Is there a reason for this? I'm currently working with a file that has a
more complex field delimiter so I had to write a mapper to read from
StringInputFormat.

cheers Martin

Re: CsvInputFormat delimiter fields

Posted by Fabian Hueske <fh...@apache.org>.

I created FLINK-1168 for this feature request.

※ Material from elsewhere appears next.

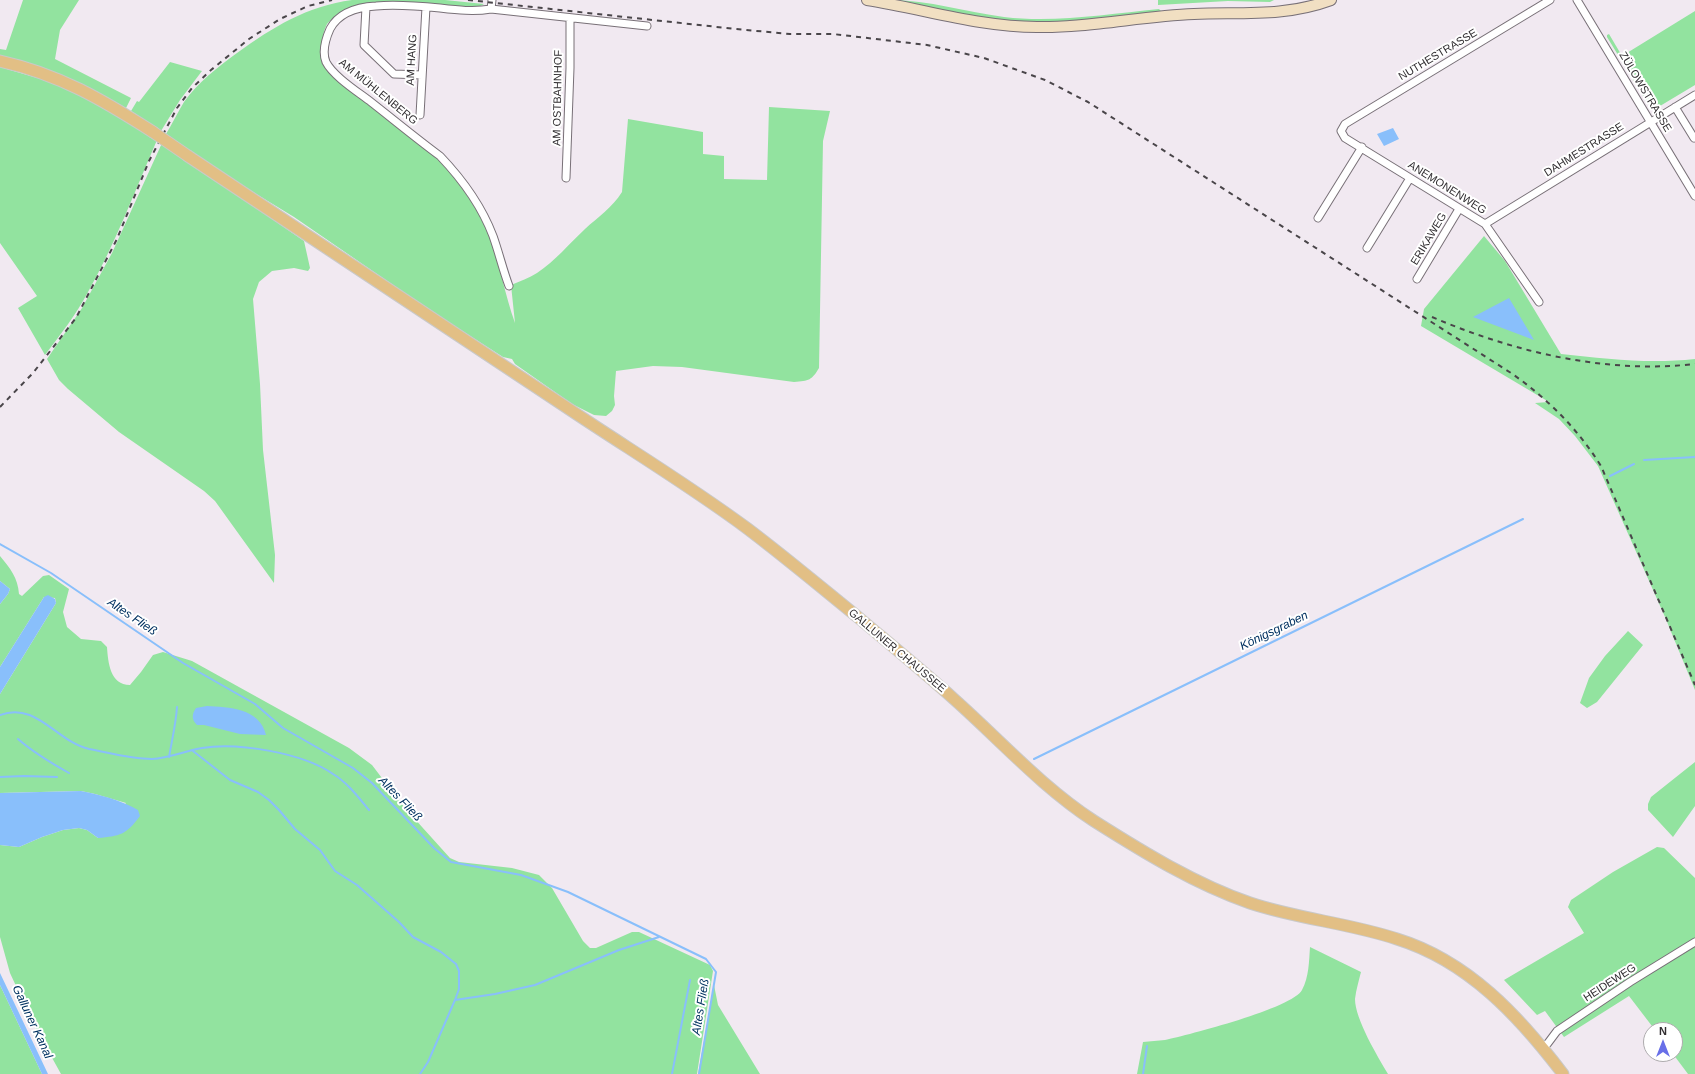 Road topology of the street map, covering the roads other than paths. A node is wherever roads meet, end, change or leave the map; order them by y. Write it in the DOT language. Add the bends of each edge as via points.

2014-10-16 11:28 GMT+02:00 Fabian Hueske <fh...@apache.org>:

> I don't think, that multi-char field delimiters would cause a performance
> problem. The data needs to be parsed anyway.
> Only in cases where the delimiter has a prefix that occurs often in the
> regular data, it could have a major impact.
>
> Fabian
>
> 2014-10-15 16:07 GMT+02:00 Martin Neumann <mn...@spotify.com>:
>
>> Would changing it cost performance?
>> If not I thing it would be a good change to make since it allows to
>> (ab)use
>> the csv reader to load structured Text files (for example by putting
>> Keywords as delimiter).
>>
>> Being able to put a regular expression there would be even nicer but maybe
>> it should end up in its own InputFormat then.
>>
>> cheers Martin
>>
>> On Wed, Oct 15, 2014 at 3:47 PM, Stephan Ewen <se...@apache.org> wrote:
>>
>> > Hi!
>> >
>> > The reason is the current way the csv parsers work. They are pushed into
>> > the byte stream parsing and are restricted to recognize one char
>> > delimiters. It is possible to change that, but would be a bit of work.
>> >
>> > Stephan
>> >
>> > On Wed, Oct 15, 2014 at 3:36 PM, Martin Neumann <mn...@spotify.com>
>> > wrote:
>> >
>> > > Hej,
>> > >
>> > > A lot of my inputs are csv files so I use the CsvInputFormat a lot.
>> What
>> > I
>> > > find kind of odd that the Line delimiter is a String but the Field
>> > > delimiter is a Character.
>> > >
>> > > *see:* new CsvInputFormat<Tuple2<String,String>>(new
>> > > Path(pVecPath),"\n",'\t',String.class,String.class)
>> > >
>> > > Is there a reason for this? I'm currently working with a file that
>> has a
>> > > more complex field delimiter so I had to write a mapper to read from
>> > > StringInputFormat.
>> > >
>> > > cheers Martin
>> > >
>> >
>>
>
>

Re: CsvInputFormat delimiter fields

Posted by Fabian Hueske <fh...@apache.org>.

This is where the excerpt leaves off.